Keep Flexibility and Freedom to Learn in mind this week – and in all the weeks to come. If your child is interested in cats this week, read books, picture books, and illustrated articles on cats of all types – pet cats, domestic cats, feral cats, tigers, lions, cheetahs, panthers, cougars, leopards, jaguars, ocelots, pumas, and more in the Felidae family of cats and wildcats.

Watch cats in real time, online, at rescue centers or zoos, view images of cats and their anatomy, compare their likenesses and differences, compare their running speeds, distances they can cover, their habitats, their behaviors and characteristics, the way they care for their young, the challenges they’ve faced in the past and could face in the future.

Allow children plenty of time, flexibility, and freedom to learn all they want to learn about cats – or dogs, birds, bears, whales, fish, frogs, insects, spiders, snakes – wherever their interest lies this week, or next week, and in the weeks to come.

Maybe it’s robots that excites your child this week. How many different types of robots are there? Walking robots, talking robots, flying robots, swimming robots, crawling robots, one-legged robots, bipedal, tripedal, quadrupedal, hexapods. Who knew there were so many different types of robots!

What types can your child design or build? There’s wheeled robots, mobile robots, stationary robots, remote-controlled robots, autonomous robots, virtual robots, military robots, space robots, social-services robots, industrial robots, domestic robots!

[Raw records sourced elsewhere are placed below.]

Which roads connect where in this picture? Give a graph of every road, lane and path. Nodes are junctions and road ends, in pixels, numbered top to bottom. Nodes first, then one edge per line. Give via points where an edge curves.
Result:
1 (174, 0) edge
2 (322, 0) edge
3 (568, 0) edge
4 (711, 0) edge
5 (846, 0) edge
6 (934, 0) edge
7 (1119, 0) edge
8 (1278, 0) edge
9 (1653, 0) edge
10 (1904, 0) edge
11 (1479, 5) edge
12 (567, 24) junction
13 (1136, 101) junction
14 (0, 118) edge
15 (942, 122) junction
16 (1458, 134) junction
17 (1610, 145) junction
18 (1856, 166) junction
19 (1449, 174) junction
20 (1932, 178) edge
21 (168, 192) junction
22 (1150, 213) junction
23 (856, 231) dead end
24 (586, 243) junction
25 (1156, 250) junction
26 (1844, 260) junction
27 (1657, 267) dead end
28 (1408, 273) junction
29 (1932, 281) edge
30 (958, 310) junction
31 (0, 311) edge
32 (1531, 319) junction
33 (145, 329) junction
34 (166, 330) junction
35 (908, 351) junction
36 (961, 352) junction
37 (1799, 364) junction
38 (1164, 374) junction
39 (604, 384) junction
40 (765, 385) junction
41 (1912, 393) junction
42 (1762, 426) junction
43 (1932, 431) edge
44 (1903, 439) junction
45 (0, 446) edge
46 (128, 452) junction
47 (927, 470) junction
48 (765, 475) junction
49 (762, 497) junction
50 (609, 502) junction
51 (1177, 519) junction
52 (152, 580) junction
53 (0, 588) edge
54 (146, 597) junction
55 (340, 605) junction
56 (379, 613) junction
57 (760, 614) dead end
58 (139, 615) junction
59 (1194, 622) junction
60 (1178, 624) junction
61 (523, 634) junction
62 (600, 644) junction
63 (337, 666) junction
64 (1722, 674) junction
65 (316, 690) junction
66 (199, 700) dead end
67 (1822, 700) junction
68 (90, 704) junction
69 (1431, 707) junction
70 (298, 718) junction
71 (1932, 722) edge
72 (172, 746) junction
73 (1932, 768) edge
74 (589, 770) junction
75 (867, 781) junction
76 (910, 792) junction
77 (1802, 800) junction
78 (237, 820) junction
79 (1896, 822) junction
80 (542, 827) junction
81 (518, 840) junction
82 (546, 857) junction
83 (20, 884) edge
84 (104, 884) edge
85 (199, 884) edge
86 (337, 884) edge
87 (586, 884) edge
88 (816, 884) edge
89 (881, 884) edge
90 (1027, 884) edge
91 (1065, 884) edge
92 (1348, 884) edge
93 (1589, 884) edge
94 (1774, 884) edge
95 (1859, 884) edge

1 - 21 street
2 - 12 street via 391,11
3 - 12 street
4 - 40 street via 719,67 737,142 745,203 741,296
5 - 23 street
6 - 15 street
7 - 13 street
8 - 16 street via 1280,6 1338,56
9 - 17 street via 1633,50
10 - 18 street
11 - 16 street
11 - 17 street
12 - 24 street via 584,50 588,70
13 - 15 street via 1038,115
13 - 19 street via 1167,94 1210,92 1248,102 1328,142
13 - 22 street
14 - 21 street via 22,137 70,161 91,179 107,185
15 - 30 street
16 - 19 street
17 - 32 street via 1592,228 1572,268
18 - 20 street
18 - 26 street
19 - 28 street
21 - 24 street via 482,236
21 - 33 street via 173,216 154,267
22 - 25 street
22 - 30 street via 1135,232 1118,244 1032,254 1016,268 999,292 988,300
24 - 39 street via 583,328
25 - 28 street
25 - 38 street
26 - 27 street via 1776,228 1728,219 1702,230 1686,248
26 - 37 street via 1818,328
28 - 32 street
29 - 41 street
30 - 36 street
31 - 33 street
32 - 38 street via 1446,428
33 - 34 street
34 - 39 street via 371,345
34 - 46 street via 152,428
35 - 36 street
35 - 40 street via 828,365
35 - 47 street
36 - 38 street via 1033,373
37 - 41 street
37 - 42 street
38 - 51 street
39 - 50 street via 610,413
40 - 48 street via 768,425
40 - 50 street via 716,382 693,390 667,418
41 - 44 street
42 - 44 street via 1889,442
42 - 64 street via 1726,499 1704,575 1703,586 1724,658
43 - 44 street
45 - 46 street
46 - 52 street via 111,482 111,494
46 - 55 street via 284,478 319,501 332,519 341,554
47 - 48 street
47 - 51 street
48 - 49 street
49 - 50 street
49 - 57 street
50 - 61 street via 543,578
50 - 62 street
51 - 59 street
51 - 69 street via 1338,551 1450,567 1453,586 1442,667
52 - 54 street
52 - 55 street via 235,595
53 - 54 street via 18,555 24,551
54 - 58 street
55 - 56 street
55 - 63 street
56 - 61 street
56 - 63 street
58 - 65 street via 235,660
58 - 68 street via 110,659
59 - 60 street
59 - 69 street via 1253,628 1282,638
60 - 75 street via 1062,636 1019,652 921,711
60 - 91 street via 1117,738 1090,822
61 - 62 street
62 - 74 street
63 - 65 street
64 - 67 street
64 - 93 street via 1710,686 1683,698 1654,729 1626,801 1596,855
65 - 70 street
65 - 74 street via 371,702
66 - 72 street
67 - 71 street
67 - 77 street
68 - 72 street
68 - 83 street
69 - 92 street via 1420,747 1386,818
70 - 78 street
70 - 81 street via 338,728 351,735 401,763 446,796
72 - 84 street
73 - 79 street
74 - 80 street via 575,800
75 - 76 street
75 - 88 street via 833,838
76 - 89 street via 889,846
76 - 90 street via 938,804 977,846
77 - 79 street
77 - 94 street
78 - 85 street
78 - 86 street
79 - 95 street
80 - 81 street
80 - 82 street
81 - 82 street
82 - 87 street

Robots, alone, could encompass an entire month or semester of learning! And with freedom and flexibility, this one topic would include all areas of learning: reading, creating, drawing, describing, writing, calculating, programming, math applications, scientific applications, historic applications, creative thinking, critical thinking, analytical thinking, logical thinking, reasoning skills, inventive skills, and problem-solving skills.

All children deserve freedom and flexibility to learn about a wide variety of subjects and to pursue topics that capture their interests. That’s the beauty and the benefits of homeschooling!

Hundreds more learning ideas and educational activities are provided by EverythingHomeschooling.com for a well-rounded, interesting school year.

Happy homeschooling!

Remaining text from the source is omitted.